• _ABOUT THIS TASK_
Give the data below again exactly as written, without its pictures.
═══ DATA FOR THIS TASK ═══
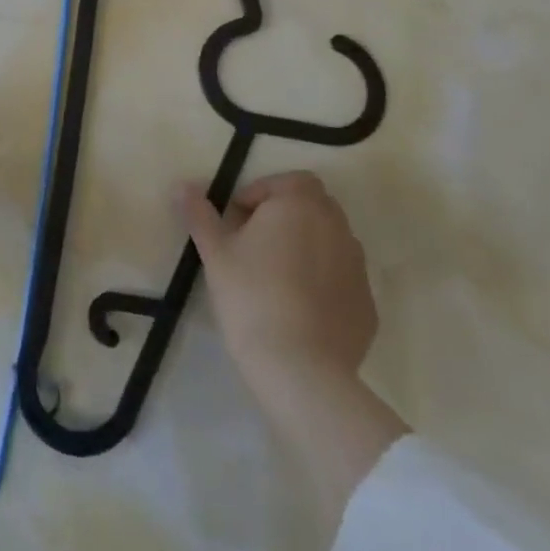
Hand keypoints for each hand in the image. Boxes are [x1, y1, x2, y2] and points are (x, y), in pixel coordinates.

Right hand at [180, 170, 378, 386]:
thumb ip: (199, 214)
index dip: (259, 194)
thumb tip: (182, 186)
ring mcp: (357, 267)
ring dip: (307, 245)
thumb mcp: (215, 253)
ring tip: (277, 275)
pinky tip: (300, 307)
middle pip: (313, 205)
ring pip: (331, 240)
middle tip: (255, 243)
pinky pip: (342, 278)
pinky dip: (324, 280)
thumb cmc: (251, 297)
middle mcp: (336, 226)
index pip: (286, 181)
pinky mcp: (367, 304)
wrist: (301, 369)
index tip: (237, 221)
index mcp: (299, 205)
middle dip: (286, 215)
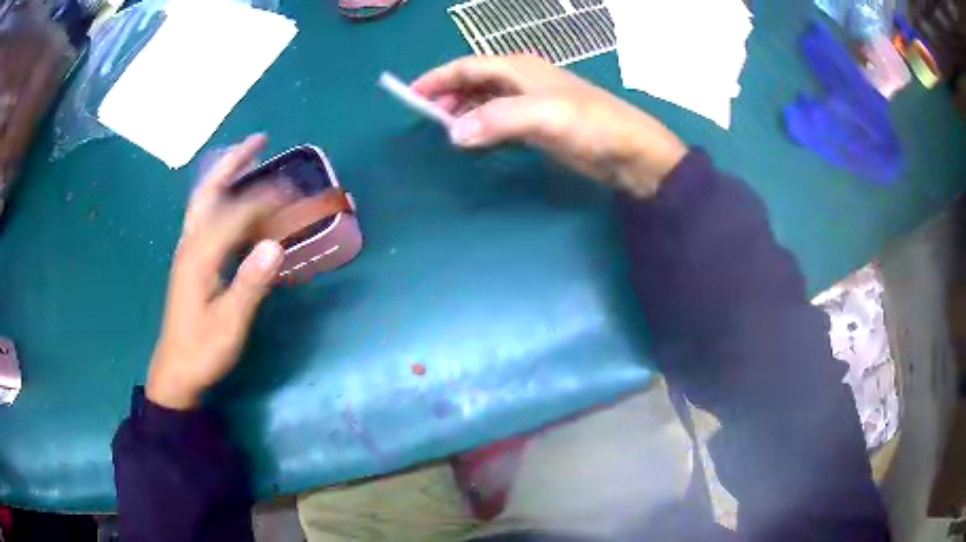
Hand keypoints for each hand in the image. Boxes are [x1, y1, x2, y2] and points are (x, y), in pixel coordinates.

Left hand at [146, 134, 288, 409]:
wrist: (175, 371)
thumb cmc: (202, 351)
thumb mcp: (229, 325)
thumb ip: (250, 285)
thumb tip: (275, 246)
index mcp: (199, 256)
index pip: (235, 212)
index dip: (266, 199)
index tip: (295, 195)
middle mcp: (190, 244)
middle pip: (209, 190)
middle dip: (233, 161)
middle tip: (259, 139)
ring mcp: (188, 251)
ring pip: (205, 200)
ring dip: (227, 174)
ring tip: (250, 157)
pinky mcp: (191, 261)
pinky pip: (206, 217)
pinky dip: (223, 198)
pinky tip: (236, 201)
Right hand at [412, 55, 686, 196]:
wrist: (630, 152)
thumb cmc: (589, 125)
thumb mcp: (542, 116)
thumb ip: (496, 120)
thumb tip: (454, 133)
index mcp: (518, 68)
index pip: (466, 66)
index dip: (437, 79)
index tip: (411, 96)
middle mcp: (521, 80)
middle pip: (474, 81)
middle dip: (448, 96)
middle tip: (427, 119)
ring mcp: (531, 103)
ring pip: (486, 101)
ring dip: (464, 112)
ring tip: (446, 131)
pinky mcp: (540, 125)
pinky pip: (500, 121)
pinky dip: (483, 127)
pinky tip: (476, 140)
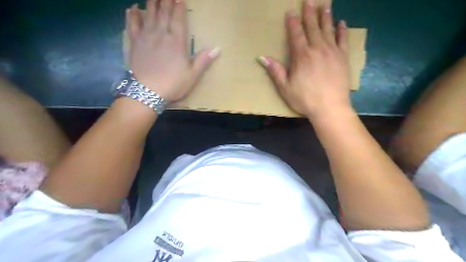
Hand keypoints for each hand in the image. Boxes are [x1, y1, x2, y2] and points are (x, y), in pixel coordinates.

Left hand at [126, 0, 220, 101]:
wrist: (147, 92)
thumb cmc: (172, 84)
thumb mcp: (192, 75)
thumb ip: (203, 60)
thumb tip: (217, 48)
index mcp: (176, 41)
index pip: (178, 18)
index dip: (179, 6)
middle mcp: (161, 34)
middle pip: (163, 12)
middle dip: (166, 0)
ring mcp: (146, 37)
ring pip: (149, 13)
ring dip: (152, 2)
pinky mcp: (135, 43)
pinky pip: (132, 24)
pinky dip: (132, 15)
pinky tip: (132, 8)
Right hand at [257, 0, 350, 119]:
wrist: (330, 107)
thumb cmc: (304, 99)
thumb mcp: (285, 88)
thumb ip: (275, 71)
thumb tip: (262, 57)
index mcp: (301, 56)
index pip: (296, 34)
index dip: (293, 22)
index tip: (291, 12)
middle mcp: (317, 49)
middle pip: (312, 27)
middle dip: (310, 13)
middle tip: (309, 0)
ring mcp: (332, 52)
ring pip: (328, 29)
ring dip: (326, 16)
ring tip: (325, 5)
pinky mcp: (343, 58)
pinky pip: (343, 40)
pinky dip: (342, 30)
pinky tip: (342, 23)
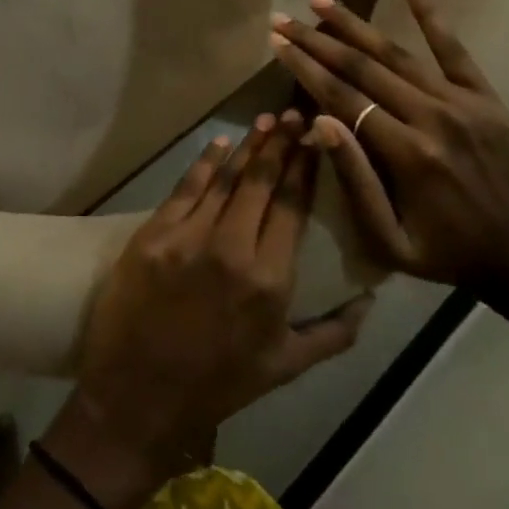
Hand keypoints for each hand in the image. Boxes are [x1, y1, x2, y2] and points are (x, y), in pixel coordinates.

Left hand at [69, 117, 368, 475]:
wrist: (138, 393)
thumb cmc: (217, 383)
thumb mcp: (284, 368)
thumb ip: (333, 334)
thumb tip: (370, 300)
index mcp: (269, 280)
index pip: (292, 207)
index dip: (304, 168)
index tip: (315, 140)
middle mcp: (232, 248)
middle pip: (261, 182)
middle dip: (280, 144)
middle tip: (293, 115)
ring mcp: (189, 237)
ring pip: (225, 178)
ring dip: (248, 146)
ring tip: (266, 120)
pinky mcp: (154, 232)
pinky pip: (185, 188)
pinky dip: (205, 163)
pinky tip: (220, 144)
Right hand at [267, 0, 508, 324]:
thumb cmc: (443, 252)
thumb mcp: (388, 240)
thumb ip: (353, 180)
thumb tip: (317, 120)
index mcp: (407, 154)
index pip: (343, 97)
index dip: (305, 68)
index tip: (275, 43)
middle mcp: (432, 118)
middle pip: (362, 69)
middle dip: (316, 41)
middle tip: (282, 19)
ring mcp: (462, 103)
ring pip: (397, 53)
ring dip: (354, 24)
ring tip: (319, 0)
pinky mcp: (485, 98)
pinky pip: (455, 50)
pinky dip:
═══
• _ANSWER FOR THIS EXERCISE_
Hand keypoints for each hand in the image. Boxes are [x1, y1, x2, y2] and points are (x, y), in pixel coordinates.

Right hand at [180, 170, 378, 386]:
thumb ip: (199, 214)
index dip: (259, 194)
thumb tip: (182, 186)
ring mcp: (357, 267)
ring dip: (307, 245)
thumb mcp: (215, 253)
ring tip: (277, 275)
pinky tip: (300, 307)
middle pip: (313, 205)
ring pip: (331, 240)
middle tip: (255, 243)
pinky pip: (342, 278)
pinky dip: (324, 280)
thumb cmc: (251, 297)
middle mcp: (336, 226)
index pip: (286, 181)
pinky mcp: (367, 304)
wrist: (301, 369)
index tip: (237, 221)
index mcp: (299, 205)
middle dip: (286, 215)
Hand keypoints for each hand in the image. Boxes are [x1, y1, x2, y2] and points are (x, y), in pixel coordinates.

Left hand at [146, 134, 288, 409]:
wrist: (175, 371)
thumb cmc: (202, 351)
thumb mcp: (229, 325)
thumb ip: (250, 285)
thumb tip: (275, 246)
index mcp: (199, 256)
index pip: (235, 212)
index dip: (266, 199)
index tip: (295, 195)
middle mcp: (190, 244)
middle pip: (209, 190)
middle dip: (233, 161)
middle tip: (259, 139)
ring mcp: (188, 251)
ring pip: (205, 200)
ring dip: (227, 174)
ring tip: (250, 157)
pinky mcp: (191, 261)
pinky pip: (206, 217)
pinky dip: (223, 198)
pinky tip: (236, 201)
Right hand at [412, 55, 686, 196]:
wrist: (630, 152)
thumb cmc: (589, 125)
thumb mcp: (542, 116)
thumb ip: (496, 120)
thumb tip: (454, 133)
index mcp: (518, 68)
index pip: (466, 66)
index dip: (437, 79)
index tip: (411, 96)
middle mcp: (521, 80)
middle pip: (474, 81)
middle dip: (448, 96)
middle tip: (427, 119)
ring mcp: (531, 103)
ring pip: (486, 101)
ring dip: (464, 112)
ring tip: (446, 131)
pinky mcp: (540, 125)
pinky pip: (500, 121)
pinky dip: (483, 127)
pinky tip: (476, 140)
Hand keypoints for each hand in the image. Boxes are [x1, y1, x2, y2] and points are (x, y), in pixel coordinates.

Left hand at [126, 0, 220, 101]:
wrist: (147, 92)
thumb cmc: (172, 84)
thumb mcp: (192, 75)
thumb ip: (203, 60)
thumb tip: (217, 48)
index mcp: (176, 41)
index pip: (178, 18)
index dip: (179, 6)
middle mcp: (161, 34)
middle pip: (163, 12)
middle dip: (166, 0)
ring mcp: (146, 37)
ring pip: (149, 13)
ring dip: (152, 2)
pinky mcp: (135, 43)
pinky pip: (132, 24)
pinky dip: (132, 15)
pinky tip: (132, 8)
Right hand at [257, 0, 350, 119]:
wrist: (330, 107)
thumb cmc: (304, 99)
thumb mcp: (285, 88)
thumb ip: (275, 71)
thumb tip: (262, 57)
index mcp: (301, 56)
index pip: (296, 34)
index dip: (293, 22)
index tip: (291, 12)
middle mcp: (317, 49)
middle pip: (312, 27)
middle dip: (310, 13)
middle tip: (309, 0)
ring mcp: (332, 52)
ring pip: (328, 29)
ring dip: (326, 16)
ring tip: (325, 5)
pinky mcp: (343, 58)
pinky pip: (343, 40)
pinky dip: (342, 30)
pinky tip: (342, 23)
Hand keypoints for each hand in the image. Boxes are [x1, y1, x2, y2] and points are (x, y), in pixel coordinates.

Left hand at [69, 117, 368, 475]:
wrist: (138, 393)
thumb cmc: (217, 383)
thumb mcp: (284, 368)
thumb ip: (333, 334)
thumb tip: (370, 300)
index mcp: (269, 280)
index pip: (292, 207)
index dip: (304, 168)
index tip: (315, 140)
middle mcp: (232, 248)
middle pip: (261, 182)
middle dip: (280, 144)
middle tip: (293, 115)
ring mcp: (189, 237)
ring pip: (225, 178)
ring dip: (248, 146)
ring tip: (266, 120)
pinky mcp: (154, 232)
pinky pip: (185, 188)
pinky dip: (205, 163)
pinky tip: (220, 144)
Right hand at [267, 0, 508, 324]:
thumb cmc: (443, 252)
thumb mcp: (388, 240)
thumb ip: (353, 180)
thumb tip: (317, 120)
index mcp: (407, 154)
index pip: (343, 97)
index dip: (305, 68)
index tip: (275, 43)
middle mcp: (432, 118)
middle pip: (362, 69)
middle dip: (316, 41)
middle tip: (282, 19)
ring mcp: (462, 103)
ring pip: (397, 53)
ring dip: (354, 24)
ring tip: (319, 0)
pinky mcp: (485, 98)
pinky pip: (455, 50)
pinky dip:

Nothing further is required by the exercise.